With availability of neural networks, concepts such as stemming and lemmatisation are not necessary. In fact, neural networks may miss out learning subtlities taken away from stemming or lemmatisation.

In this notebook, we will build a sentiment classifier that has been trained on IMDb dataset and then apply transfer learning to detect sentiments within our own dataset.

There are four steps involved in the process,

1. Reading and viewing the IMDb data
2. Getting our own data for modelling
3. Fine-tuning a language model
4. Building the classifier

## About Language model

Language model is an example of a pre-trained text based model that is good at predicting the next word that is likely to be typed. 
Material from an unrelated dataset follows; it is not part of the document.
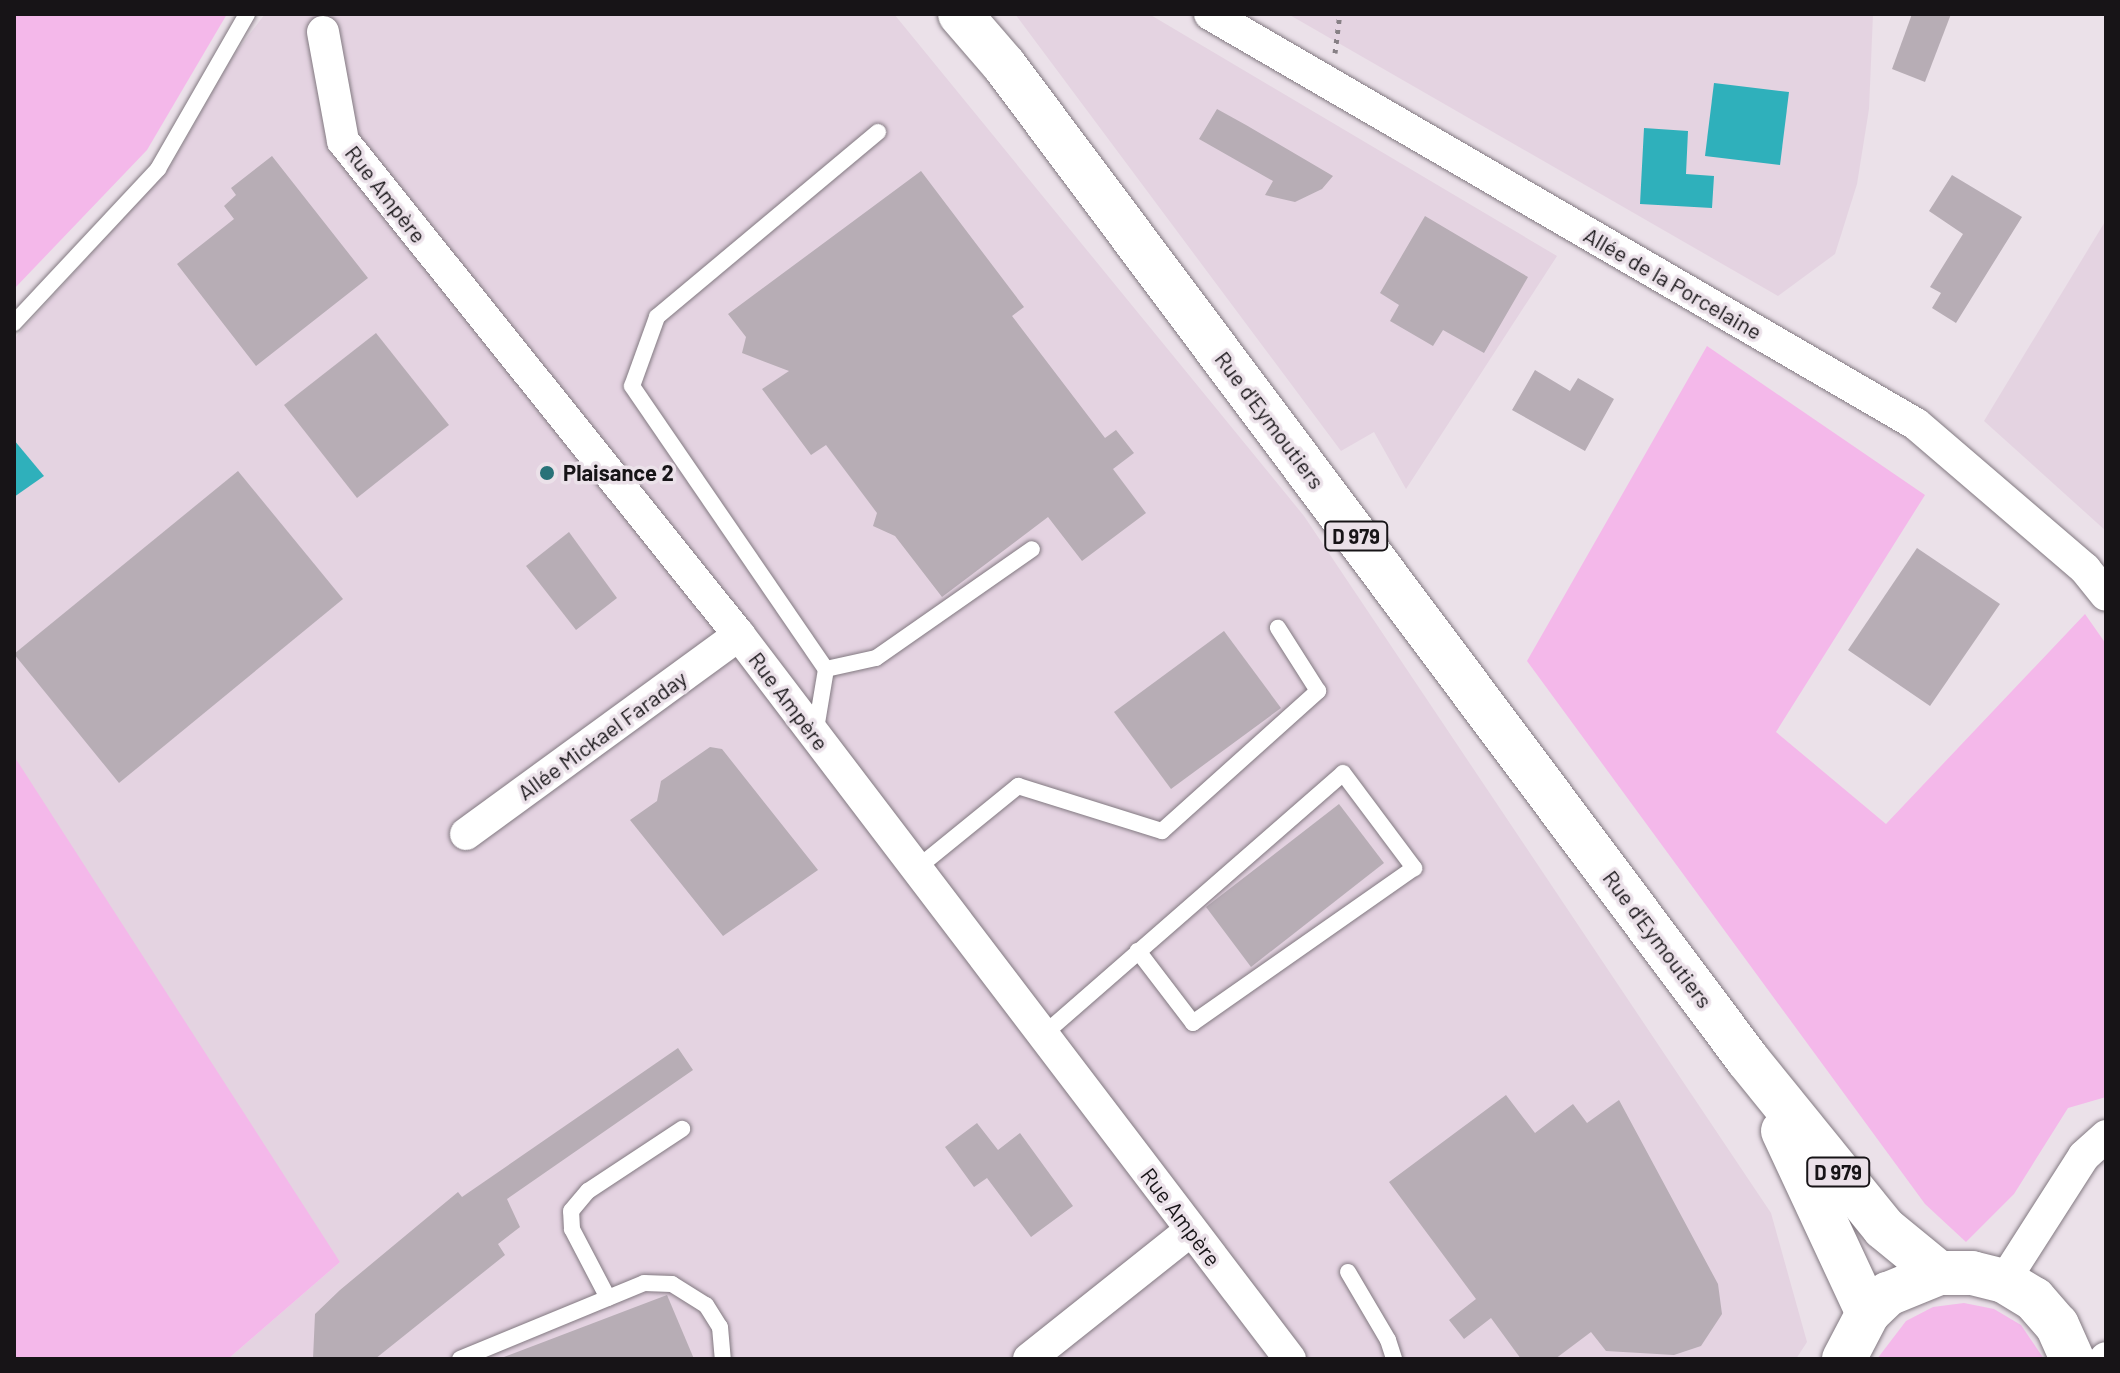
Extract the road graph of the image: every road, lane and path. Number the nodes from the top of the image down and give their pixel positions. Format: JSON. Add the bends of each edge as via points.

It has a good understanding of english, what's a happy word or sad word etc.




## Steps

1. Get pre-processed data
2. Create a language model with pre-trained weights that you can fine-tune
3. Create other models like classificer on top of the encoder of the language model.

# Import libraries

In [3]:
from fastai.text import *

In [4]:
path = untar_data(URLs.IMDB_SAMPLE)

Downloading http://files.fast.ai/data/examples/imdb_sample.tgz


In [5]:
# path??

In [6]:
path

PosixPath('/root/.fastai/data/imdb_sample')

## Data preprocessing

Unlike images, you cannot upload a text data simply into a pre-trained model. For text, you will have to transform it into a  list of words, tokens and then transform these tokens in to numbers. It is these numbers that are passed to embedding layers that will convert them in arrays of floats before passing through the model.

In [7]:
df =  pd.read_csv(path/'texts.csv')

In [8]:
df.head()

Unnamed: 0,label,text,is_valid
0,negative,Un-bleeping-believable! Meg Ryan doesn't even ...,False
1,positive,This is a extremely well-made film. The acting...,False
2,negative,Every once in a long while a movie will come a...,False
3,positive,Name just says it all. I watched this movie wi...,False
4,negative,This movie succeeds at being one of the most u...,False


In [9]:
df.shape

(1000, 3)

##  Create a `TextDataBunch` suitable for training a language model.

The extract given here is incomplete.